## Task
From the records, pick out and copy each line containing "wrist".

## Data for processing
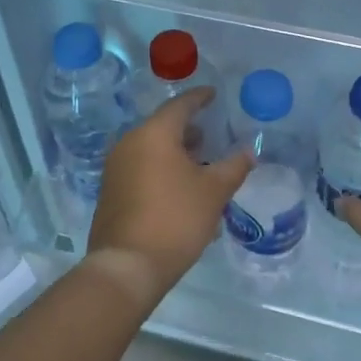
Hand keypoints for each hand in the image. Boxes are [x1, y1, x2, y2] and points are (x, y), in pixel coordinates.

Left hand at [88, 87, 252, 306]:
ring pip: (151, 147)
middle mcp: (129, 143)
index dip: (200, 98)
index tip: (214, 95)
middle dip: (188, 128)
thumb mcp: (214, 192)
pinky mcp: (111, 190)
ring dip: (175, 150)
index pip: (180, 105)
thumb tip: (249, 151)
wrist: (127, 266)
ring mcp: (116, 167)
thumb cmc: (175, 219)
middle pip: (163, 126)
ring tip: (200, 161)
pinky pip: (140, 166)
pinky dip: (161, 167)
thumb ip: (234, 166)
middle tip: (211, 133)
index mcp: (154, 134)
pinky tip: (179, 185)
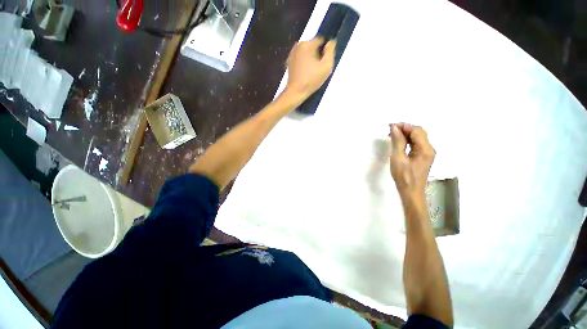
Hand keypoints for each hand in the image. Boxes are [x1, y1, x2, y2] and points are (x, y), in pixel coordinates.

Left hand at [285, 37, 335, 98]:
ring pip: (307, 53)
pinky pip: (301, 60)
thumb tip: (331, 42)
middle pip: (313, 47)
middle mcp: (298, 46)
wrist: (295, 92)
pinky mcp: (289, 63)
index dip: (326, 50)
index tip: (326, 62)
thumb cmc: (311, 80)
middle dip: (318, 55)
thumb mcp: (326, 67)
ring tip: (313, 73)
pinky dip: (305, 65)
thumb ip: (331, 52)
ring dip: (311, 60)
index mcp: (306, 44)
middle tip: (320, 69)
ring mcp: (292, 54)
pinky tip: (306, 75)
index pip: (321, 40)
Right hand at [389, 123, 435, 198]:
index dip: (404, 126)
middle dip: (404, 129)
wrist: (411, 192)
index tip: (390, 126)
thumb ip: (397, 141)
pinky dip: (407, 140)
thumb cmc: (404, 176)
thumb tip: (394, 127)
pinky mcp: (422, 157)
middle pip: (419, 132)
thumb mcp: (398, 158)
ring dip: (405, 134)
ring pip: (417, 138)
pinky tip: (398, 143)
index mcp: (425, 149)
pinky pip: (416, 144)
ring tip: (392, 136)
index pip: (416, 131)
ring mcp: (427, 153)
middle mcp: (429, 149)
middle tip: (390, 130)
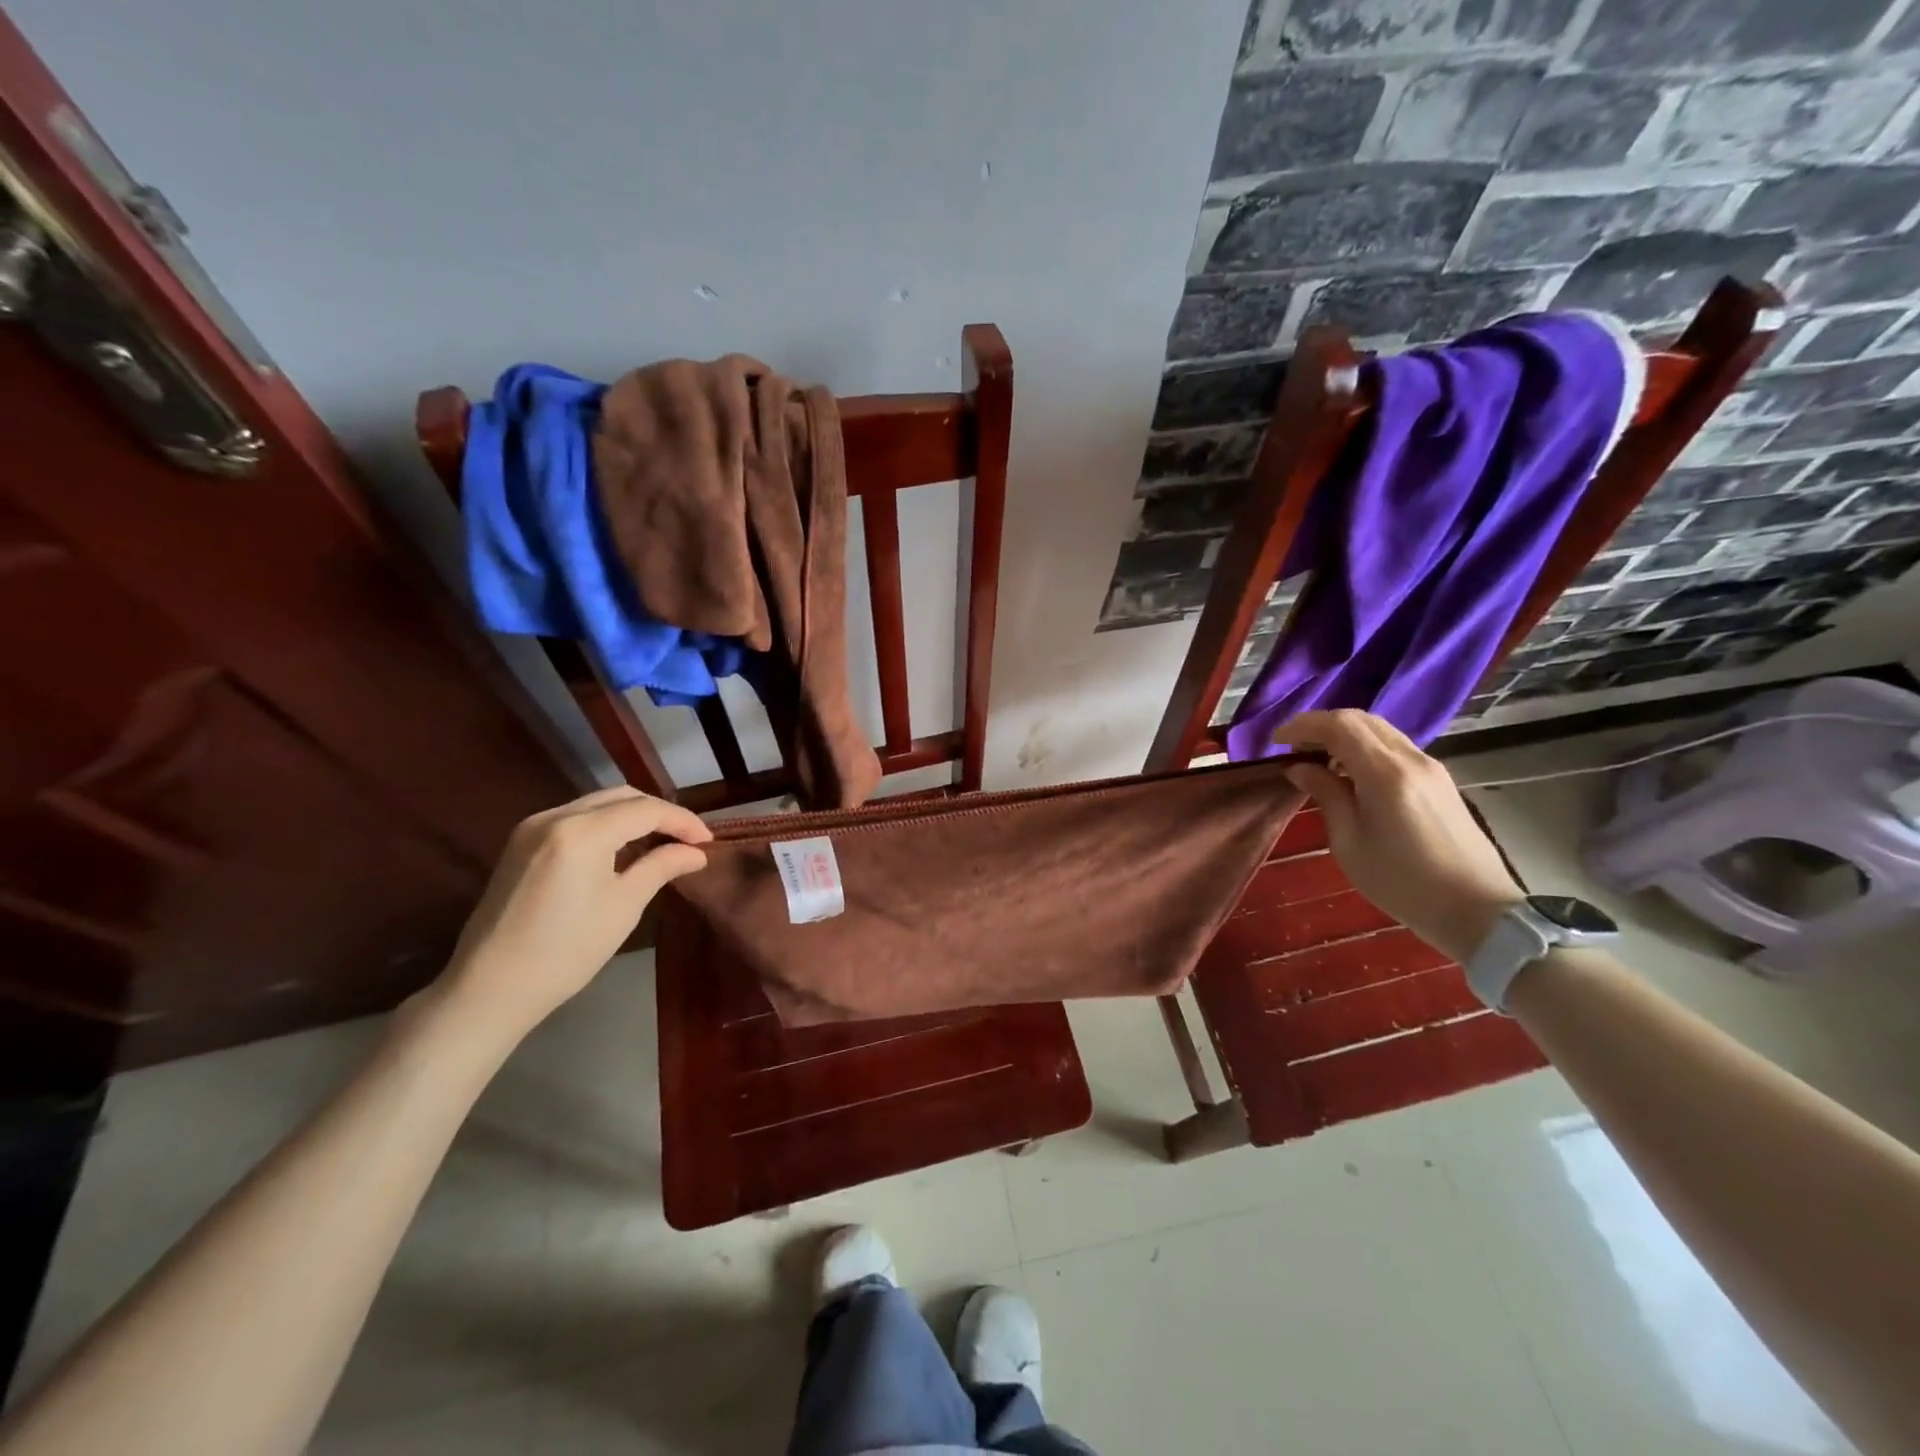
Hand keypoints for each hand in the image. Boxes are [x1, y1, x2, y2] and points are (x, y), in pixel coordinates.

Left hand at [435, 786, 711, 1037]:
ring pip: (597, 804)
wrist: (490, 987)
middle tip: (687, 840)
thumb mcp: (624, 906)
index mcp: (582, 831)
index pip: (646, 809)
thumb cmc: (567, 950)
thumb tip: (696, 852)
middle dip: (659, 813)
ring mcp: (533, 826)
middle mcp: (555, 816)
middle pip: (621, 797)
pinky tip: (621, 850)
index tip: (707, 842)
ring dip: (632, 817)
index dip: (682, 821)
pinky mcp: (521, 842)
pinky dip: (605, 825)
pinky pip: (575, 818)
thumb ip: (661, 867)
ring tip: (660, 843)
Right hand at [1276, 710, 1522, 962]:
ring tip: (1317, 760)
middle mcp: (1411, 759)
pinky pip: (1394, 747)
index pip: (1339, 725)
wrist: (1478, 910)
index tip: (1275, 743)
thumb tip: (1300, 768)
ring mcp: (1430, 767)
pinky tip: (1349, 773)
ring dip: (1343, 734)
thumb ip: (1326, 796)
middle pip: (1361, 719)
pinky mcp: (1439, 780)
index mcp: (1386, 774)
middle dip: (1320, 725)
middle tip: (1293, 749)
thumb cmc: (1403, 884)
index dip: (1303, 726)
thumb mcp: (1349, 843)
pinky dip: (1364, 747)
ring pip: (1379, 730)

==

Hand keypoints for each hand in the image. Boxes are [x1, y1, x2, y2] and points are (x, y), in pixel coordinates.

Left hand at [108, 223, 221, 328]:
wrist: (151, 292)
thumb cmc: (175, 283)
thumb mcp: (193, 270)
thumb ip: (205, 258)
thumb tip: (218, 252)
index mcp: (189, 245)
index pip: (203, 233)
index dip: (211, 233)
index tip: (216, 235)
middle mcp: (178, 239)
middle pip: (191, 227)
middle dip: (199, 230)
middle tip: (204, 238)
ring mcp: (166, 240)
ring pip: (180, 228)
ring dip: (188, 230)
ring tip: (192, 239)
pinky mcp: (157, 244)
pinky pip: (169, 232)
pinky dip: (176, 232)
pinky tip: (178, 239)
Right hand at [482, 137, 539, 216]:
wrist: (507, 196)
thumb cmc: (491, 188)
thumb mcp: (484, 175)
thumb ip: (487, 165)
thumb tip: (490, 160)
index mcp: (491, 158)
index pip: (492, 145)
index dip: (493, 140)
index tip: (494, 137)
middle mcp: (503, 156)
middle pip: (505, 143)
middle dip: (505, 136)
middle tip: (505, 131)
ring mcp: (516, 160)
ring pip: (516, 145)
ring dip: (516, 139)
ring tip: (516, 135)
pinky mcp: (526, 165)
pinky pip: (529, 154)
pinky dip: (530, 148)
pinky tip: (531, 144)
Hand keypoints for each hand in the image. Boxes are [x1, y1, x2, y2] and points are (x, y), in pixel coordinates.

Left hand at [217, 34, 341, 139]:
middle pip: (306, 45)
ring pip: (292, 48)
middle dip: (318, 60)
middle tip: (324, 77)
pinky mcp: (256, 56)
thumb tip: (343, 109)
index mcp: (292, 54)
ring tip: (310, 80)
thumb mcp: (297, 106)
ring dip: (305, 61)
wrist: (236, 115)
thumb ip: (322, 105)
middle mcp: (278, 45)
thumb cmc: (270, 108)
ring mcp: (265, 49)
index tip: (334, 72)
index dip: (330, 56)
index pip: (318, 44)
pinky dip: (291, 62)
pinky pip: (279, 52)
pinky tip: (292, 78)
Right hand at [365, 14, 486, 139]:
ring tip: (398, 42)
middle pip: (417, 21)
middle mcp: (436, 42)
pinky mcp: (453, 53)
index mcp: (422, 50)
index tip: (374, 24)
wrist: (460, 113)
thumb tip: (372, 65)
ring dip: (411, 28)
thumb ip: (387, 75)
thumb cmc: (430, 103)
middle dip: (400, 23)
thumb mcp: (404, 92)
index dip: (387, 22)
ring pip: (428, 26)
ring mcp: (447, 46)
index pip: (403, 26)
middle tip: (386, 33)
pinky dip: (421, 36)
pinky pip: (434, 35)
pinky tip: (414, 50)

## Response area
wrist: (127, 266)
wrist: (295, 92)
wrist: (411, 192)
wrist: (490, 987)
wrist: (1478, 910)
wrist: (151, 292)
wrist: (507, 196)
wrist: (236, 115)
wrist: (460, 113)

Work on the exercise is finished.